Laut David Wagner („déi Lénk“) habe die wochenlange Kontaktsperre insbesondere im Schulbereich die bestehenden sozialen Ungerechtigkeiten noch anschaulicher gemacht. Die Schwierigkeiten bei der Umorganisierung des Schulbetriebs heute habe strukturelle Probleme, die es bereits vor der Krise gab, offengelegt. Genannt wurden unter anderem Raumprobleme in der Grundschule.
Sven Clement („Piratepartei“) plädierte für klare sanitäre Richtlinien für den Schulbetrieb. Die Familien müssten darüber ausführlich informiert und etwaige Unsicherheit in Haushalten mit Risikopersonen ausgeräumt werden.
Zufriedener Bildungsminister
Hocherfreut zeigte sich Schulminister Claude Meisch (DP) über den breiten parlamentarischen Konsens. Trotz „unterschiedlicher Detailansichten“ habe niemand die Schließung der Schulen bis zur „Rentrée“ im September gefordert. Meisch wies die Vorwürfe mangelhafter Dialogbereitschaft zurück. Er habe mit Gewerkschaften, Eltern- und Schülervertretungen gesprochen. Aber das reiche einzelnen wohl nicht, meinte er. Die Meinungen würden oftmals weit auseinanderliegen und eine Konsensfindung sei in einem engen Zeitrahmen recht schwer, präzisierte er. Dennoch nehme er die Sorgen von Lehrern und Eltern ernst. Hauptziel sei es, des Schuljahr „sauber abzuschließen“, betonte auch Meisch. Präsenzunterricht werde gebraucht, um das zu Hause Erlernte zu festigen.

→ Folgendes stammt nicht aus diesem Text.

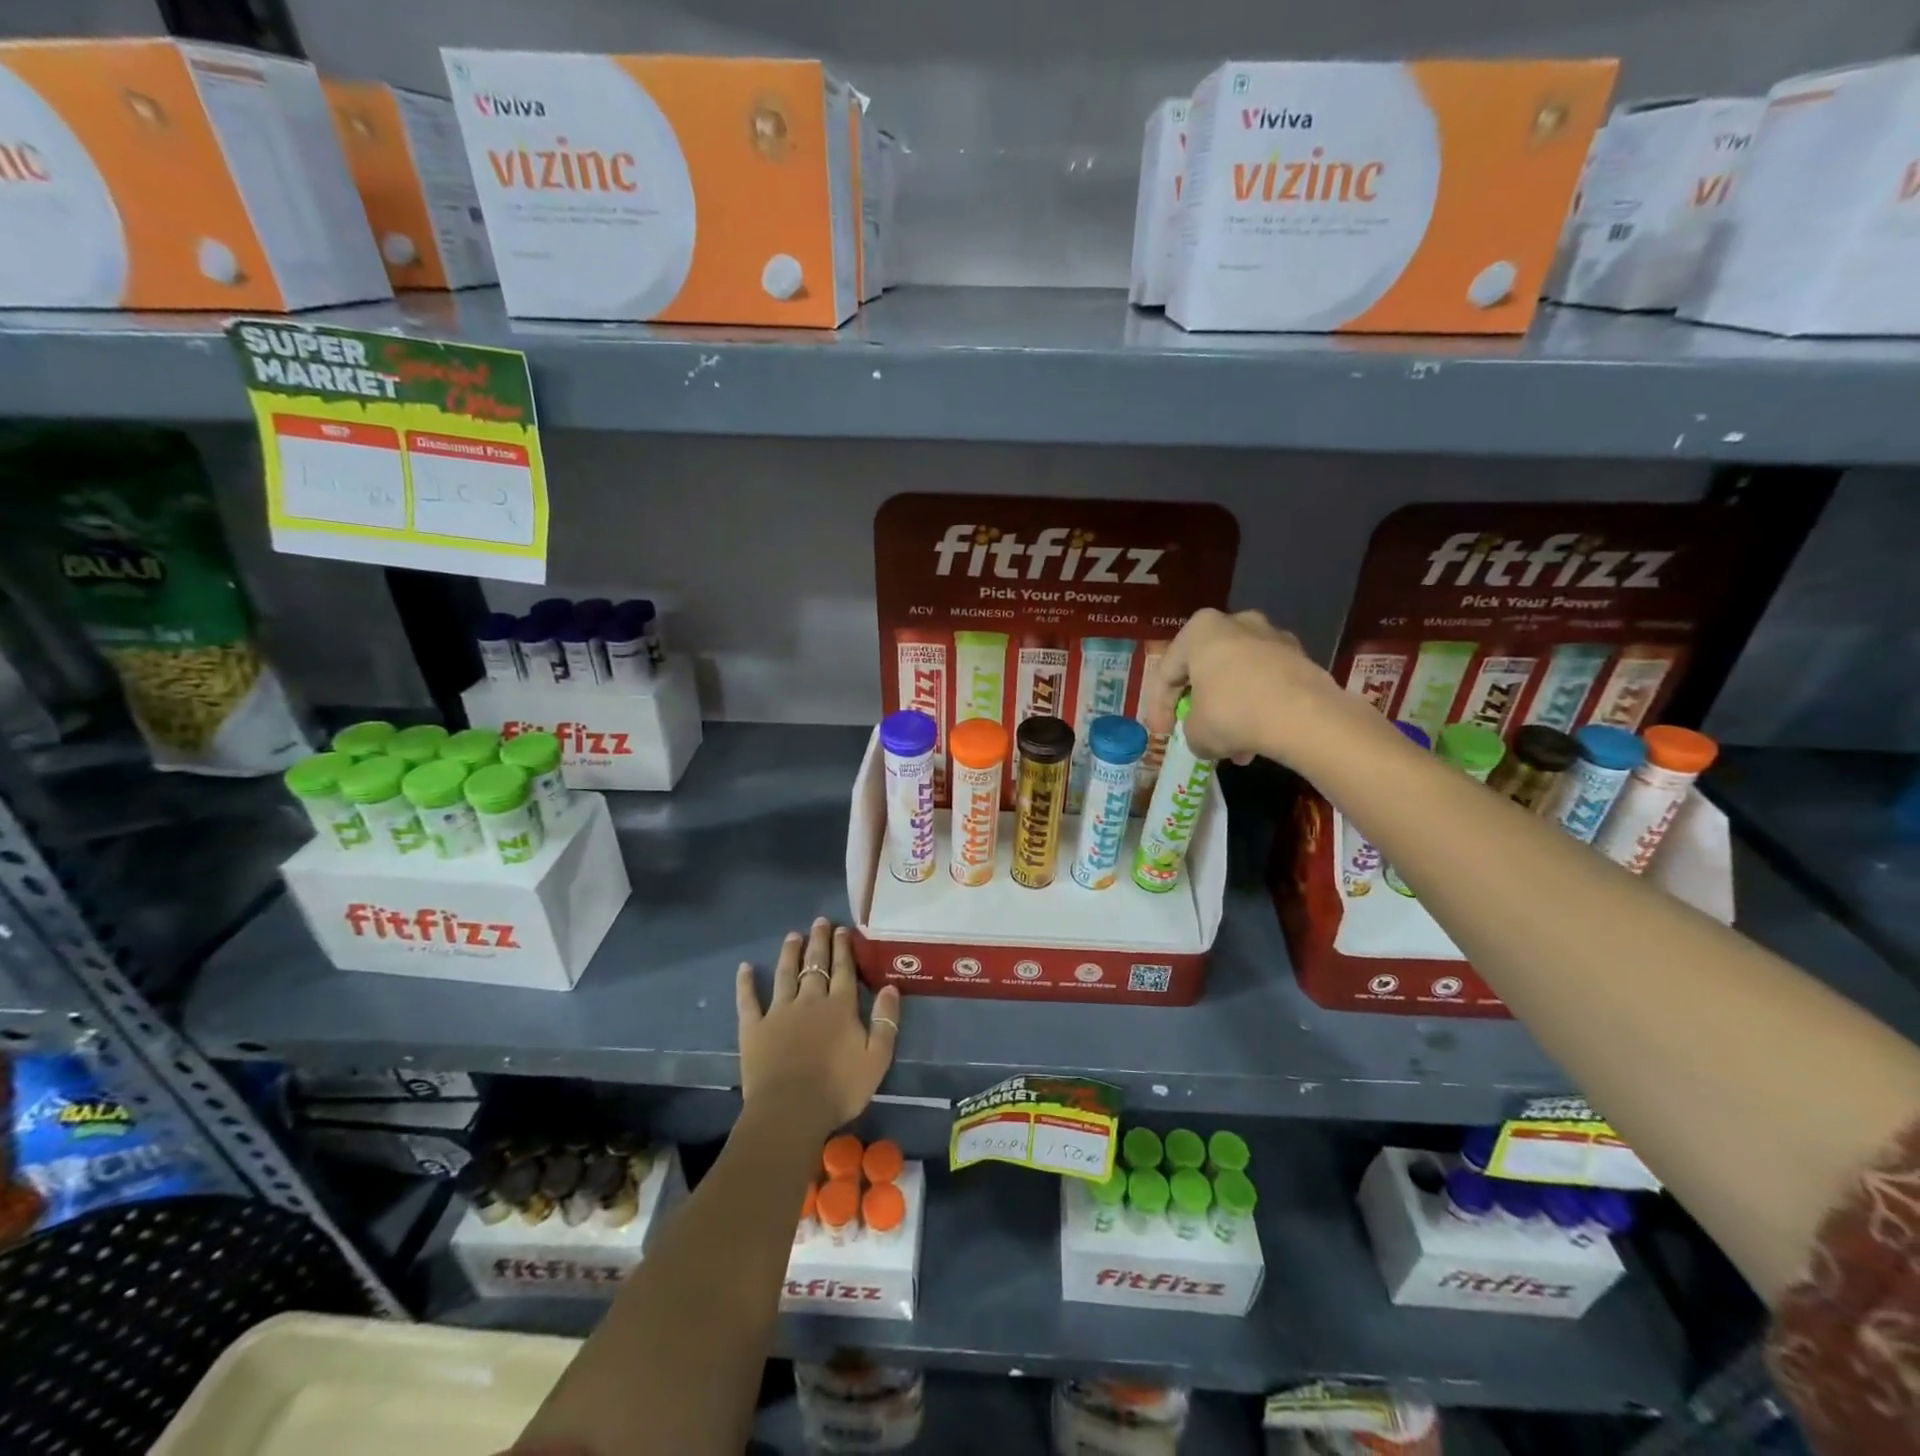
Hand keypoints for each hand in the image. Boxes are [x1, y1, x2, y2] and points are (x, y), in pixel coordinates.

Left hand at [735, 917, 900, 1134]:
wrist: (791, 1111)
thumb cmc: (839, 1089)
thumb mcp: (877, 1058)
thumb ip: (885, 1021)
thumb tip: (890, 987)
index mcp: (840, 1007)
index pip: (844, 969)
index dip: (844, 948)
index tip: (843, 929)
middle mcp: (810, 1000)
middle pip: (815, 964)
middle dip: (819, 942)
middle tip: (820, 921)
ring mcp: (779, 1012)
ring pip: (785, 974)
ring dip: (789, 953)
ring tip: (792, 935)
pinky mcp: (754, 1028)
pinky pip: (748, 1000)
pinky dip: (746, 983)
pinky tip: (744, 967)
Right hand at [1144, 608, 1331, 763]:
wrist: (1305, 718)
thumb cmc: (1233, 714)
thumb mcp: (1195, 732)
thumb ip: (1190, 730)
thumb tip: (1203, 736)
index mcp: (1200, 630)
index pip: (1167, 672)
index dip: (1159, 707)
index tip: (1162, 733)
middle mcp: (1237, 622)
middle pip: (1205, 669)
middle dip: (1199, 704)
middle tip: (1194, 731)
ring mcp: (1274, 638)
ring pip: (1238, 678)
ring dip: (1230, 710)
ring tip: (1231, 747)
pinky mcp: (1302, 658)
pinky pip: (1266, 684)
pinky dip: (1257, 709)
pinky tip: (1256, 740)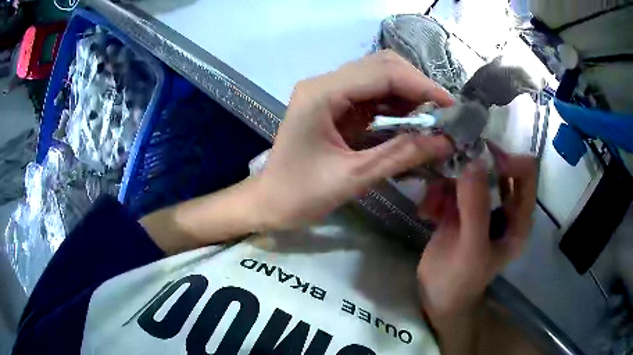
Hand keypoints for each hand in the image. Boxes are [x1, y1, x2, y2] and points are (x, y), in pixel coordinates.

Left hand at [252, 50, 453, 229]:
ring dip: (410, 95)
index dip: (422, 86)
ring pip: (380, 77)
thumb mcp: (354, 177)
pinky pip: (373, 94)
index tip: (452, 108)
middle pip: (382, 66)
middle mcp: (325, 83)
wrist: (269, 202)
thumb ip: (401, 155)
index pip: (383, 72)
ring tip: (433, 120)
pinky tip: (412, 122)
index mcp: (322, 93)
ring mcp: (329, 91)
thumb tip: (445, 141)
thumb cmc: (300, 195)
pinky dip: (397, 105)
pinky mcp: (335, 104)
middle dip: (418, 87)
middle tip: (444, 115)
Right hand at [417, 153, 536, 320]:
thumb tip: (475, 162)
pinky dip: (437, 194)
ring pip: (471, 175)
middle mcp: (505, 208)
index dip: (509, 161)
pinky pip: (452, 187)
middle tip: (449, 169)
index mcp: (519, 219)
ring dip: (448, 184)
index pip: (527, 172)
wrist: (437, 297)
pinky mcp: (462, 209)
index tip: (480, 163)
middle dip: (472, 168)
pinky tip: (427, 212)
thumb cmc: (460, 280)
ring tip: (432, 205)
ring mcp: (483, 207)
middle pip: (498, 168)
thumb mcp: (471, 249)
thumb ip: (476, 208)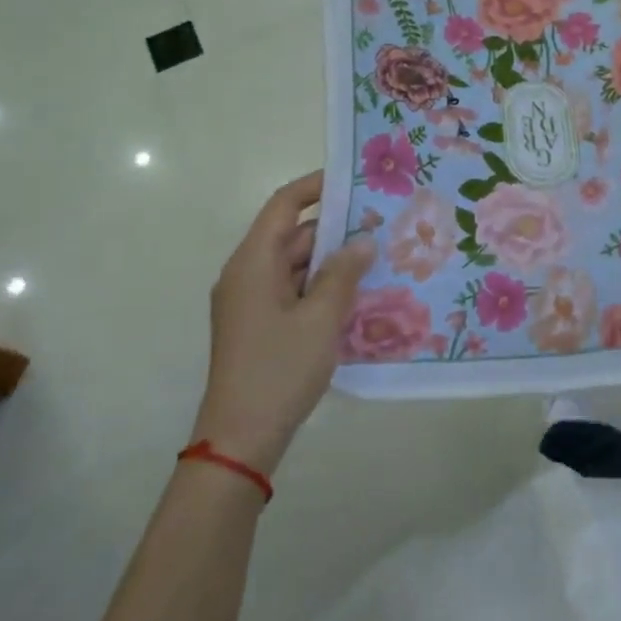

Familien, die sich nicht um die Kinder kümmern könnten, weil die Eltern zur Arbeit müssten, würde eine Kinderbetreuung bis am Abend angeboten. Sollten die „Maisons relais“ keinen Platz mehr haben, könnte ein Elternteil für ein Kind zwischen vier und zwölf Jahren weiterhin einen „Congé pour raisons familiales“ beantragen. Meisch erinnerte daran, dass auch Eltern von Kindern bis drei Jahren und von einem Kind, das einer Risikogruppe angehört, Recht auf diesen Sonderurlaub zusteht.